### REQUIRED ACTION
From the entries below, copy every line that holds the word "люляк".

### DATA FOR REVIEW
----------------------------------------
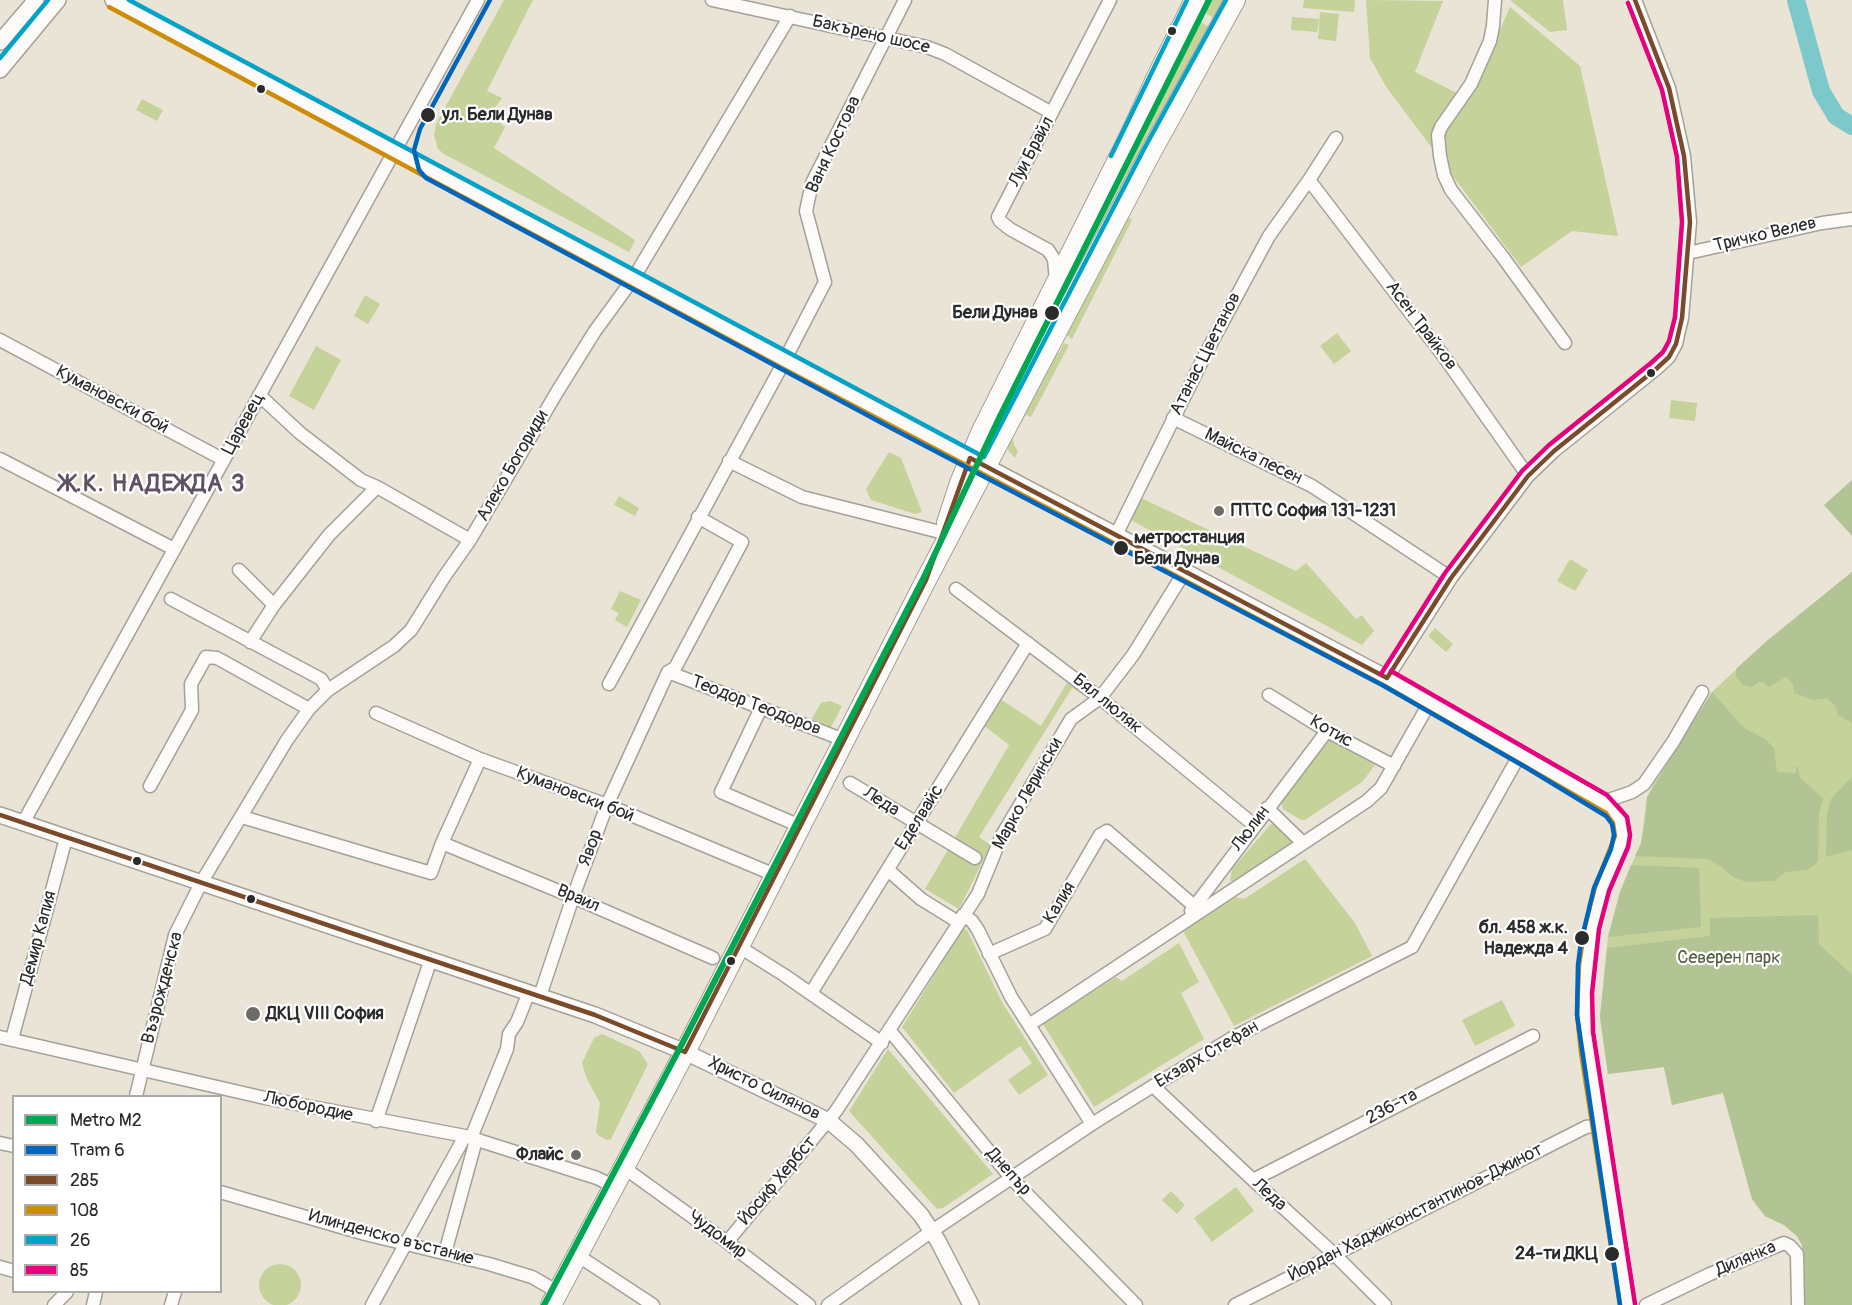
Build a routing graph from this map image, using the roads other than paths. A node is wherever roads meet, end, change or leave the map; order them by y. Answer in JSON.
{"nodes":[{"id":1,"x":36,"y":0,"type":"edge"},
{"id":2,"x":58,"y":0,"type":"edge"},
{"id":3,"x":113,"y":0,"type":"edge"},
{"id":4,"x":478,"y":0,"type":"edge"},
{"id":5,"x":712,"y":0,"type":"edge"},
{"id":6,"x":905,"y":0,"type":"edge"},
{"id":7,"x":1110,"y":0,"type":"edge"},
{"id":8,"x":1195,"y":0,"type":"edge"},
{"id":9,"x":1235,"y":0,"type":"edge"},
{"id":10,"x":1495,"y":0,"type":"edge"},
{"id":11,"x":1635,"y":0,"type":"edge"},
{"id":12,"x":790,"y":16,"type":"junction"},
{"id":13,"x":887,"y":37,"type":"junction"},
{"id":14,"x":0,"y":42,"type":"edge"},
{"id":15,"x":0,"y":70,"type":"edge"},
{"id":16,"x":1052,"y":113,"type":"junction"},
{"id":17,"x":1336,"y":138,"type":"dead end"},
{"id":18,"x":395,"y":150,"type":"junction"},
{"id":19,"x":1309,"y":180,"type":"junction"},
{"id":20,"x":1852,"y":219,"type":"edge"},
{"id":21,"x":1688,"y":253,"type":"junction"},
{"id":22,"x":633,"y":279,"type":"junction"},
{"id":23,"x":1056,"y":284,"type":"junction"},
{"id":24,"x":0,"y":340,"type":"edge"},
{"id":25,"x":1564,"y":343,"type":"dead end"},
{"id":26,"x":784,"y":360,"type":"junction"},
{"id":27,"x":259,"y":395,"type":"junction"},
{"id":28,"x":1173,"y":418,"type":"junction"},
{"id":29,"x":0,"y":459,"type":"edge"},
{"id":30,"x":224,"y":460,"type":"junction"},
{"id":31,"x":729,"y":460,"type":"junction"},
{"id":32,"x":979,"y":463,"type":"junction"},
{"id":33,"x":1528,"y":476,"type":"junction"},
{"id":34,"x":377,"y":488,"type":"junction"},
{"id":35,"x":698,"y":517,"type":"junction"},
{"id":36,"x":944,"y":533,"type":"junction"},
{"id":37,"x":1116,"y":535,"type":"junction"},
{"id":38,"x":470,"y":540,"type":"junction"},
{"id":39,"x":174,"y":549,"type":"junction"},
{"id":40,"x":239,"y":570,"type":"dead end"},
{"id":41,"x":1185,"y":571,"type":"junction"},
{"id":42,"x":1451,"y":578,"type":"junction"},
{"id":43,"x":926,"y":580,"type":"junction"},
{"id":44,"x":956,"y":589,"type":"dead end"},
{"id":45,"x":171,"y":599,"type":"dead end"},
{"id":46,"x":274,"y":605,"type":"junction"},
{"id":47,"x":250,"y":642,"type":"junction"},
{"id":48,"x":1028,"y":643,"type":"junction"},
{"id":49,"x":668,"y":672,"type":"junction"},
{"id":50,"x":1388,"y":678,"type":"junction"},
{"id":51,"x":609,"y":684,"type":"dead end"},
{"id":52,"x":328,"y":690,"type":"junction"},
{"id":53,"x":1702,"y":692,"type":"dead end"},
{"id":54,"x":1269,"y":695,"type":"dead end"},
{"id":55,"x":1100,"y":698,"type":"junction"},
{"id":56,"x":1430,"y":702,"type":"junction"},
{"id":57,"x":760,"y":708,"type":"junction"},
{"id":58,"x":309,"y":709,"type":"junction"},
{"id":59,"x":376,"y":713,"type":"dead end"},
{"id":60,"x":1327,"y":731,"type":"junction"},
{"id":61,"x":844,"y":740,"type":"junction"},
{"id":62,"x":1520,"y":754,"type":"junction"},
{"id":63,"x":480,"y":759,"type":"junction"},
{"id":64,"x":1394,"y":766,"type":"junction"},
{"id":65,"x":850,"y":783,"type":"dead end"},
{"id":66,"x":150,"y":786,"type":"dead end"},
{"id":67,"x":1603,"y":802,"type":"junction"},
{"id":68,"x":607,"y":805,"type":"junction"},
{"id":69,"x":1267,"y":808,"type":"junction"},
{"id":70,"x":0,"y":815,"type":"edge"},
{"id":71,"x":242,"y":817,"type":"junction"},
{"id":72,"x":23,"y":823,"type":"junction"},
{"id":73,"x":916,"y":825,"type":"junction"},
{"id":74,"x":1254,"y":825,"type":"junction"},
{"id":75,"x":800,"y":826,"type":"junction"},
{"id":76,"x":66,"y":838,"type":"junction"},
{"id":77,"x":1302,"y":842,"type":"junction"},
{"id":78,"x":442,"y":843,"type":"junction"},
{"id":79,"x":975,"y":858,"type":"dead end"},
{"id":80,"x":888,"y":870,"type":"junction"},
{"id":81,"x":775,"y":875,"type":"junction"},
{"id":82,"x":201,"y":883,"type":"junction"},
{"id":83,"x":573,"y":897,"type":"junction"},
{"id":84,"x":1197,"y":909,"type":"junction"},
{"id":85,"x":961,"y":919,"type":"junction"},
{"id":86,"x":738,"y":946,"type":"junction"},
{"id":87,"x":989,"y":954,"type":"junction"},
{"id":88,"x":713,"y":958,"type":"dead end"},
{"id":89,"x":431,"y":959,"type":"junction"},
{"id":90,"x":811,"y":993,"type":"junction"},
{"id":91,"x":535,"y":994,"type":"junction"},
{"id":92,"x":1029,"y":1024,"type":"junction"},
{"id":93,"x":890,"y":1031,"type":"junction"},
{"id":94,"x":1533,"y":1036,"type":"dead end"},
{"id":95,"x":6,"y":1038,"type":"edge"},
{"id":96,"x":882,"y":1043,"type":"junction"},
{"id":97,"x":685,"y":1052,"type":"junction"},
{"id":98,"x":142,"y":1069,"type":"junction"},
{"id":99,"x":1154,"y":1086,"type":"junction"},
{"id":100,"x":136,"y":1095,"type":"edge"},
{"id":101,"x":376,"y":1120,"type":"junction"},
{"id":102,"x":830,"y":1121,"type":"junction"},
{"id":103,"x":1092,"y":1124,"type":"junction"},
{"id":104,"x":1600,"y":1125,"type":"junction"},
{"id":105,"x":470,"y":1138,"type":"junction"},
{"id":106,"x":623,"y":1167,"type":"junction"},
{"id":107,"x":1012,"y":1179,"type":"junction"},
{"id":108,"x":1252,"y":1180,"type":"junction"},
{"id":109,"x":613,"y":1186,"type":"junction"},
{"id":110,"x":222,"y":1193,"type":"edge"},
{"id":111,"x":932,"y":1231,"type":"junction"},
{"id":112,"x":727,"y":1242,"type":"junction"},
{"id":113,"x":404,"y":1244,"type":"junction"},
{"id":114,"x":444,"y":1253,"type":"junction"},
{"id":115,"x":1334,"y":1254,"type":"junction"},
{"id":116,"x":577,"y":1255,"type":"junction"},
{"id":117,"x":67,"y":1293,"type":"edge"},
{"id":118,"x":555,"y":1298,"type":"edge"},
{"id":119,"x":54,"y":1305,"type":"edge"},
{"id":120,"x":372,"y":1305,"type":"edge"},
{"id":121,"x":653,"y":1305,"type":"edge"},
{"id":122,"x":810,"y":1305,"type":"edge"},
{"id":123,"x":828,"y":1305,"type":"edge"},
{"id":124,"x":971,"y":1305,"type":"edge"},
{"id":125,"x":1136,"y":1305,"type":"edge"},
{"id":126,"x":1235,"y":1305,"type":"edge"},
{"id":127,"x":1385,"y":1305,"type":"edge"},
{"id":128,"x":1628,"y":1305,"type":"edge"},
{"id":129,"x":1646,"y":1305,"type":"edge"},
{"id":130,"x":1798,"y":1305,"type":"edge"}],
"edges":[{"from":1,"to":14,"type":"street"},
{"from":2,"to":15,"type":"street"},
{"from":3,"to":18,"type":"street"},
{"from":4,"to":18,"type":"street","name":"Царевец"},
{"from":5,"to":12,"type":"street","name":"Бакърено шосе"},
{"from":6,"to":13,"type":"street","name":"Ваня Костова"},
{"from":7,"to":16,"type":"street","name":"Луи Брайл"},
{"from":8,"to":23,"type":"main road"},
{"from":9,"to":32,"type":"main road"},
{"from":10,"to":25,"type":"street"},
{"from":11,"to":21,"type":"street","name":"Тричко Велев"},
{"from":12,"to":13,"type":"street","name":"Бакърено шосе"},
{"from":12,"to":22,"type":"street","name":"Алеко Богориди"},
{"from":13,"to":16,"type":"street","name":"Бакърено шосе"},
{"from":13,"to":26,"type":"street","name":"Ваня Костова"},
{"from":16,"to":23,"type":"street","name":"Луи Брайл"},
{"from":17,"to":19,"type":"street","name":"Атанас Цветанов"},
{"from":18,"to":22,"type":"street"},
{"from":18,"to":27,"type":"street","name":"Царевец"},
{"from":19,"to":28,"type":"street","name":"Атанас Цветанов"},
{"from":19,"to":33,"type":"street","name":"Асен Трайков"},
{"from":20,"to":21,"type":"street","name":"Тричко Велев"},
{"from":21,"to":33,"type":"street"},
{"from":22,"to":26,"type":"street"},
{"from":22,"to":38,"type":"street","name":"Алеко Богориди"},
{"from":23,"to":32,"type":"main road"},
{"from":24,"to":30,"type":"street","name":"Кумановски бой"},
{"from":26,"to":31,"type":"street","name":"Ваня Костова"},
{"from":26,"to":32,"type":"street"},
{"from":27,"to":30,"type":"street","name":"Царевец"},
{"from":27,"to":34,"type":"street"},
{"from":28,"to":37,"type":"street","name":"Атанас Цветанов"},
{"from":28,"to":42,"type":"street","name":"Майска песен"},
{"from":29,"to":39,"type":"street"},
{"from":30,"to":39,"type":"street","name":"Царевец"},
{"from":31,"to":35,"type":"street","name":"Ваня Костова"},
{"from":31,"to":36,"type":"street"},
{"from":32,"to":36,"type":"main road"},
{"from":32,"to":37,"type":"street"},
{"from":32,"to":43,"type":"main road"},
{"from":33,"to":42,"type":"street"},
{"from":34,"to":38,"type":"street"},
{"from":34,"to":46,"type":"street"},
{"from":35,"to":49,"type":"street","name":"Явор"},
{"from":35,"to":51,"type":"street","name":"Ваня Костова"},
{"from":36,"to":43,"type":"main road"},
{"from":37,"to":41,"type":"street"},
{"from":38,"to":52,"type":"street","name":"Алеко Богориди"},
{"from":39,"to":72,"type":"street","name":"Царевец"},
{"from":40,"to":46,"type":"street"},
{"from":41,"to":50,"type":"street"},
{"from":41,"to":55,"type":"street","name":"Марко Лерински"},
{"from":42,"to":50,"type":"street"},
{"from":43,"to":61,"type":"main road"},
{"from":44,"to":48,"type":"street","name":"Бял люляк"},
{"from":45,"to":47,"type":"street"},
{"from":46,"to":47,"type":"street"},
{"from":47,"to":52,"type":"street"},
{"from":48,"to":55,"type":"street","name":"Бял люляк"},
{"from":48,"to":73,"type":"street","name":"Еделвайс"},
{"from":49,"to":57,"type":"street","name":"Теодор Теодоров"},
{"from":49,"to":68,"type":"street","name":"Явор"},
{"from":50,"to":56,"type":"street"},
{"from":52,"to":58,"type":"street","name":"Алеко Богориди"},
{"from":53,"to":67,"type":"street"},
{"from":54,"to":60,"type":"street","name":"Котис"},
{"from":55,"to":74,"type":"street","name":"Бял люляк"},
{"from":55,"to":85,"type":"street","name":"Марко Лерински"},
{"from":56,"to":62,"type":"street"},
{"from":56,"to":64,"type":"street"},
{"from":57,"to":61,"type":"street","name":"Теодор Теодоров"},
{"from":57,"to":75,"type":"street"},
{"from":58,"to":66,"type":"street"},
{"from":58,"to":71,"type":"street","name":"Алеко Богориди"},
{"from":59,"to":63,"type":"street","name":"Кумановски бой"},
{"from":60,"to":64,"type":"street","name":"Котис"},
{"from":60,"to":69,"type":"street","name":"Люлин"},
{"from":61,"to":75,"type":"main road"},
{"from":62,"to":67,"type":"street"},
{"from":62,"to":99,"type":"street","name":"Екзарх Стефан"},
{"from":63,"to":68,"type":"street","name":"Кумановски бой"},
{"from":63,"to":78,"type":"street"},
{"from":64,"to":77,"type":"street"},
{"from":65,"to":73,"type":"street","name":"Леда"},
{"from":67,"to":104,"type":"street"},
{"from":68,"to":81,"type":"street","name":"Кумановски бой"},
{"from":68,"to":83,"type":"street","name":"Явор"},
{"from":69,"to":74,"type":"street","name":"Люлин"},
{"from":69,"to":77,"type":"street"},
{"from":70,"to":72,"type":"street","name":"Христо Силянов"},
{"from":71,"to":78,"type":"street"},
{"from":71,"to":82,"type":"street","name":"Алеко Богориди"},
{"from":72,"to":76,"type":"street","name":"Христо Силянов"},
{"from":73,"to":79,"type":"street","name":"Леда"},
{"from":73,"to":80,"type":"street","name":"Еделвайс"},
{"from":74,"to":84,"type":"street","name":"Люлин"},
{"from":75,"to":81,"type":"main road"},
{"from":76,"to":82,"type":"street","name":"Христо Силянов"},
{"from":76,"to":95,"type":"street","name":"Демир Капия"},
{"from":77,"to":84,"type":"street"},
{"from":78,"to":83,"type":"street","name":"Враил"},
{"from":80,"to":85,"type":"street"},
{"from":80,"to":90,"type":"street","name":"Еделвайс"},
{"from":81,"to":86,"type":"main road"},
{"from":82,"to":89,"type":"street","name":"Христо Силянов"},
{"from":82,"to":98,"type":"street","name":"Възрожденска"},
{"from":83,"to":88,"type":"street","name":"Враил"},
{"from":83,"to":91,"type":"street","name":"Явор"},
{"from":84,"to":87,"type":"street","name":"Калия"},
{"from":84,"to":92,"type":"street"},
{"from":85,"to":87,"type":"street"},
{"from":85,"to":93,"type":"street","name":"Марко Лерински"},
{"from":86,"to":90,"type":"street"},
{"from":86,"to":97,"type":"main road"},
{"from":87,"to":92,"type":"street"},
{"from":89,"to":91,"type":"street","name":"Христо Силянов"},
{"from":89,"to":101,"type":"street"},
{"from":90,"to":96,"type":"street"},
{"from":91,"to":97,"type":"street","name":"Христо Силянов"},
{"from":91,"to":105,"type":"street","name":"Явор"},
{"from":92,"to":103,"type":"street"},
{"from":93,"to":96,"type":"street","name":"Марко Лерински"},
{"from":93,"to":107,"type":"street","name":"Днепър"},
{"from":94,"to":108,"type":"street","name":"236-та"},
{"from":95,"to":98,"type":"street","name":"Любородие"},
{"from":96,"to":102,"type":"street","name":"Марко Лерински"},
{"from":97,"to":102,"type":"street","name":"Христо Силянов"},
{"from":97,"to":106,"type":"main road"},
{"from":98,"to":100,"type":"street","name":"Възрожденска"},
{"from":98,"to":101,"type":"street","name":"Любородие"},
{"from":99,"to":103,"type":"street","name":"Екзарх Стефан"},
{"from":99,"to":108,"type":"street","name":"Леда"},
{"from":101,"to":105,"type":"street","name":"Любородие"},
{"from":102,"to":111,"type":"street","name":"Христо Силянов"},
{"from":102,"to":112,"type":"street","name":"Йосиф Хербст"},
{"from":103,"to":107,"type":"street","name":"Екзарх Стефан"},
{"from":104,"to":115,"type":"street","name":"Йордан Хаджиконстантинов-Джинот"},
{"from":104,"to":128,"type":"street"},
{"from":105,"to":109,"type":"street","name":"Любородие"},
{"from":105,"to":113,"type":"street"},
{"from":105,"to":114,"type":"street"},
{"from":106,"to":109,"type":"main road"},
{"from":106,"to":112,"type":"street","name":"Чудомир"},
{"from":107,"to":111,"type":"street","name":"Екзарх Стефан"},
{"from":107,"to":125,"type":"street","name":"Днепър"},
{"from":108,"to":115,"type":"street","name":"Леда"},
{"from":109,"to":116,"type":"main road"},
{"from":110,"to":113,"type":"street","name":"Илинденско въстание"},
{"from":111,"to":123,"type":"street","name":"Екзарх Стефан"},
{"from":111,"to":124,"type":"street","name":"Христо Силянов"},
{"from":112,"to":122,"type":"street","name":"Чудомир"},
{"from":113,"to":114,"type":"street","name":"Илинденско въстание"},
{"from":113,"to":120,"type":"street"},
{"from":114,"to":118,"type":"street","name":"Илинденско въстание"},
{"from":115,"to":126,"type":"street","name":"Йордан Хаджиконстантинов-Джинот"},
{"from":115,"to":127,"type":"street","name":"Леда"},
{"from":116,"to":118,"type":"main road"},
{"from":116,"to":121,"type":"street"},
{"from":117,"to":119,"type":"street"},
{"from":129,"to":130,"type":"street","name":"Дилянка"}]}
----------------------------------------
### SOLUTION TO THE EXERCISE
{"from":44,"to":48,"type":"street","name":"Бял люляк"},
{"from":48,"to":55,"type":"street","name":"Бял люляк"},
{"from":55,"to":74,"type":"street","name":"Бял люляк"},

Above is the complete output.